[Opening Input data section]

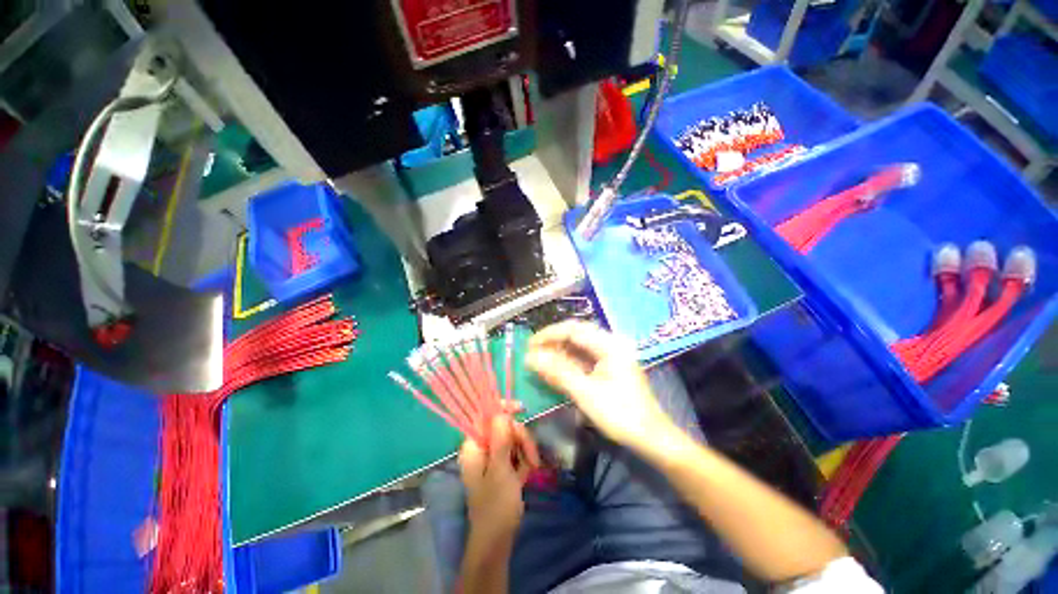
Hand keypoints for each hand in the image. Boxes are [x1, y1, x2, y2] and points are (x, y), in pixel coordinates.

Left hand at [459, 417, 539, 544]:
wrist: (497, 541)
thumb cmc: (496, 506)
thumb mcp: (500, 470)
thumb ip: (500, 439)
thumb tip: (501, 412)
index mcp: (474, 445)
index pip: (486, 415)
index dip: (503, 409)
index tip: (522, 409)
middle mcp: (481, 447)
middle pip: (504, 426)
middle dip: (521, 438)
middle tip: (532, 458)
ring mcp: (492, 457)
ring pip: (513, 438)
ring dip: (526, 450)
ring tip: (531, 469)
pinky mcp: (502, 466)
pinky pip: (516, 452)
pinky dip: (524, 460)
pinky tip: (527, 474)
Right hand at [526, 321, 678, 452]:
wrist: (651, 438)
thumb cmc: (620, 414)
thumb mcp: (585, 392)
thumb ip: (557, 371)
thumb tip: (530, 357)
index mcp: (609, 345)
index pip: (573, 330)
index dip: (549, 335)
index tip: (529, 345)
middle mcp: (610, 344)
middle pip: (576, 336)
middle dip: (552, 343)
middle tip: (532, 353)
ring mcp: (610, 356)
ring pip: (578, 348)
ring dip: (558, 353)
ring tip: (538, 361)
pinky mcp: (608, 368)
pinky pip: (583, 360)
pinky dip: (568, 364)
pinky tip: (554, 370)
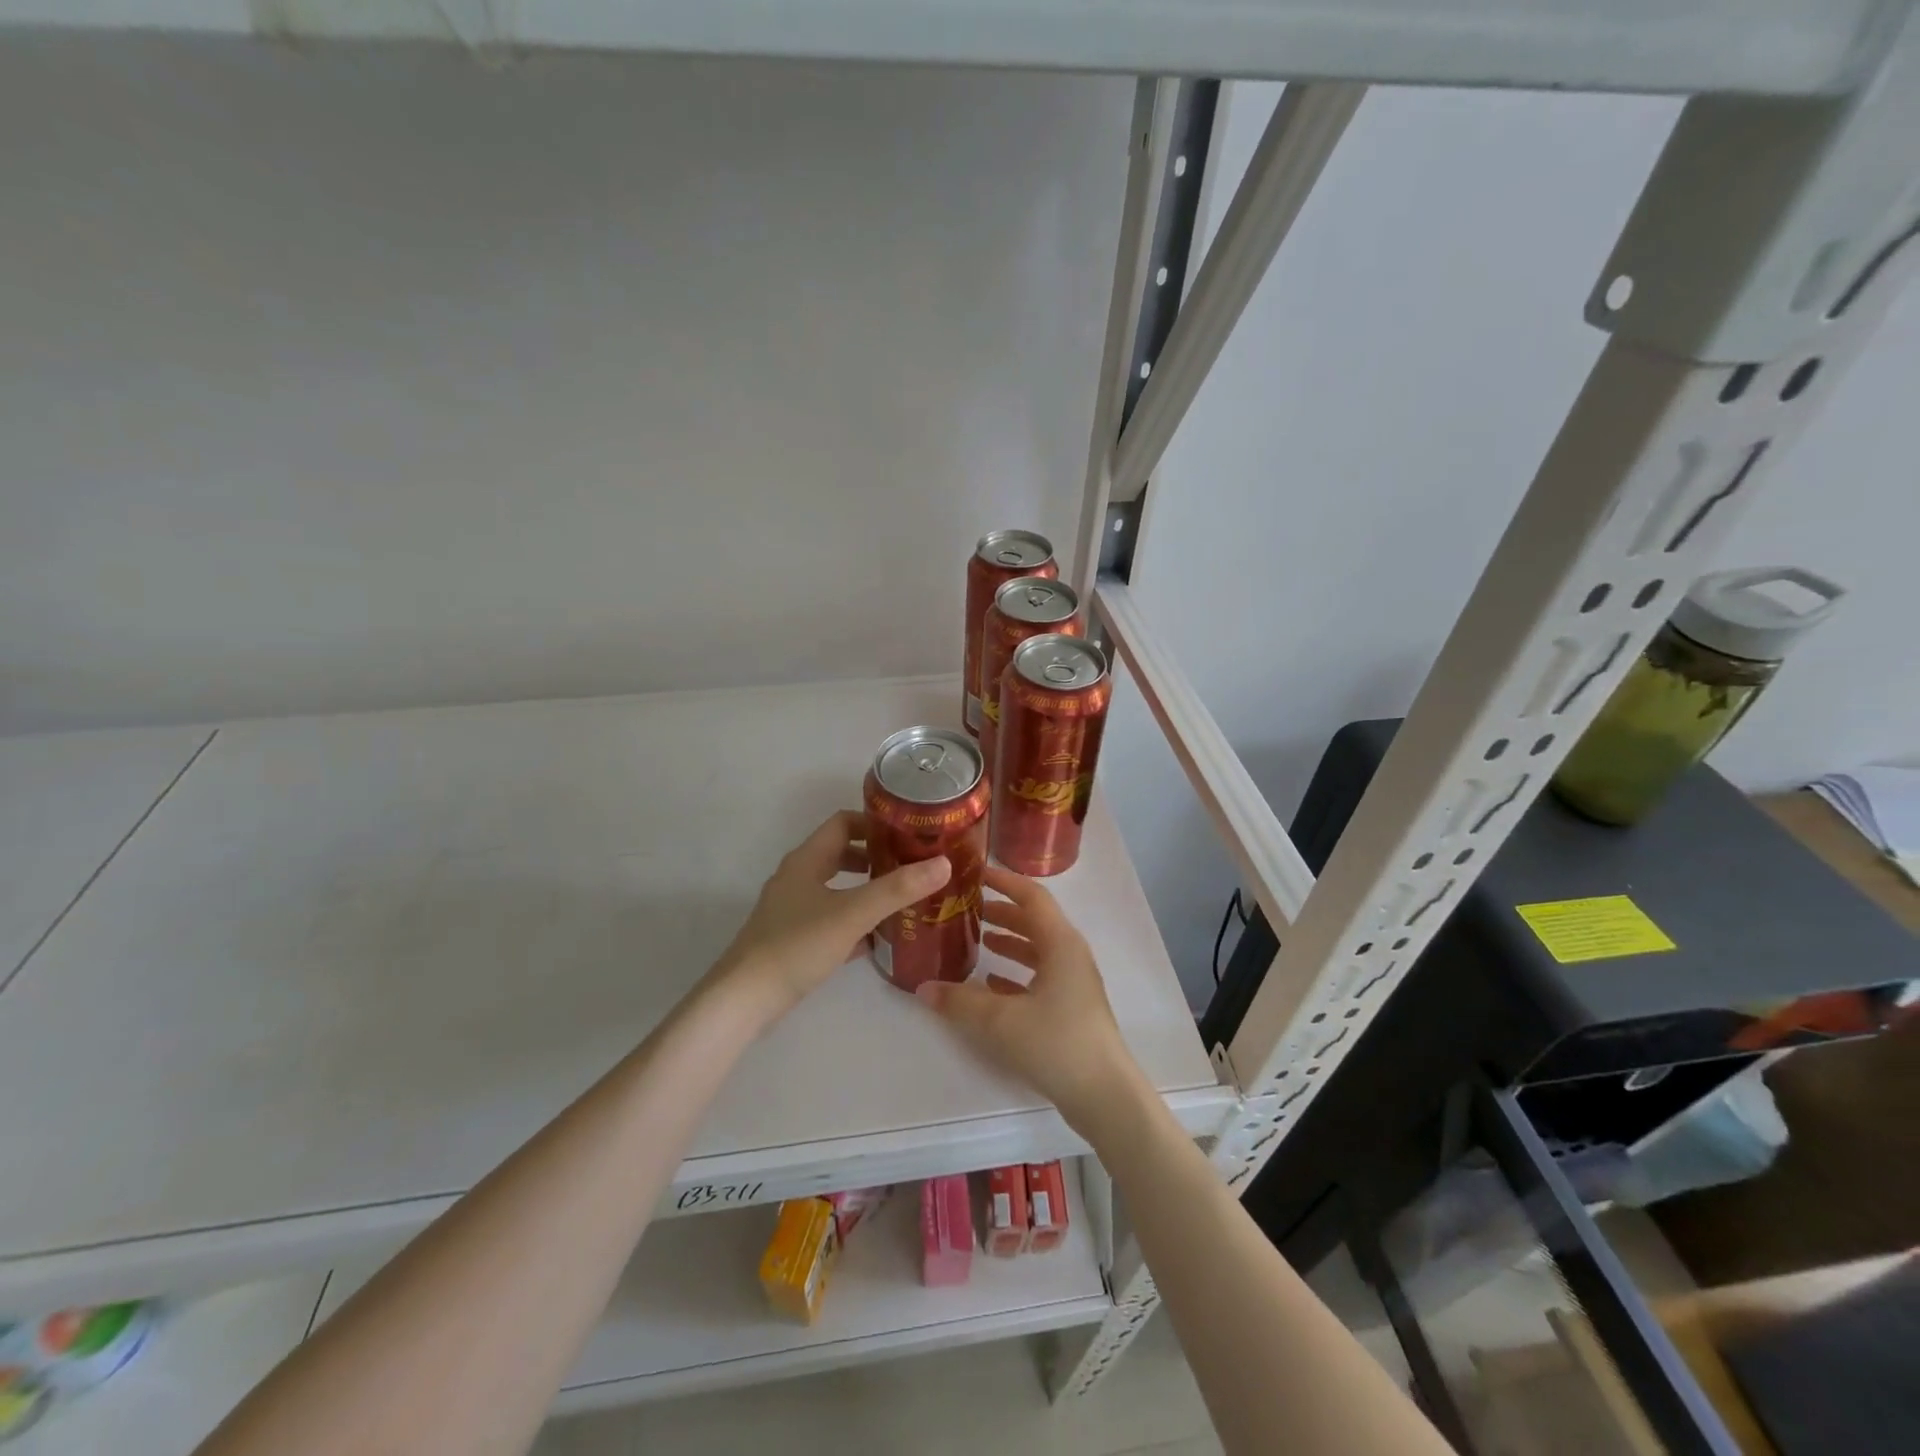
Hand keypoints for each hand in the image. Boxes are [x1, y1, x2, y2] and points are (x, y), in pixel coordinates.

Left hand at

[Closing Input data section]

All lines from the one containing "pinky tip: (554, 370)" through the end of the data are to be written out exactly, with nothing added; skip the pictures.

pinky tip: (554, 370)
Hand keypoints for each hand in the image. Boxes are [x1, y1, x2, y2] and points are (x, y), in pixel coordinates.

Left hand at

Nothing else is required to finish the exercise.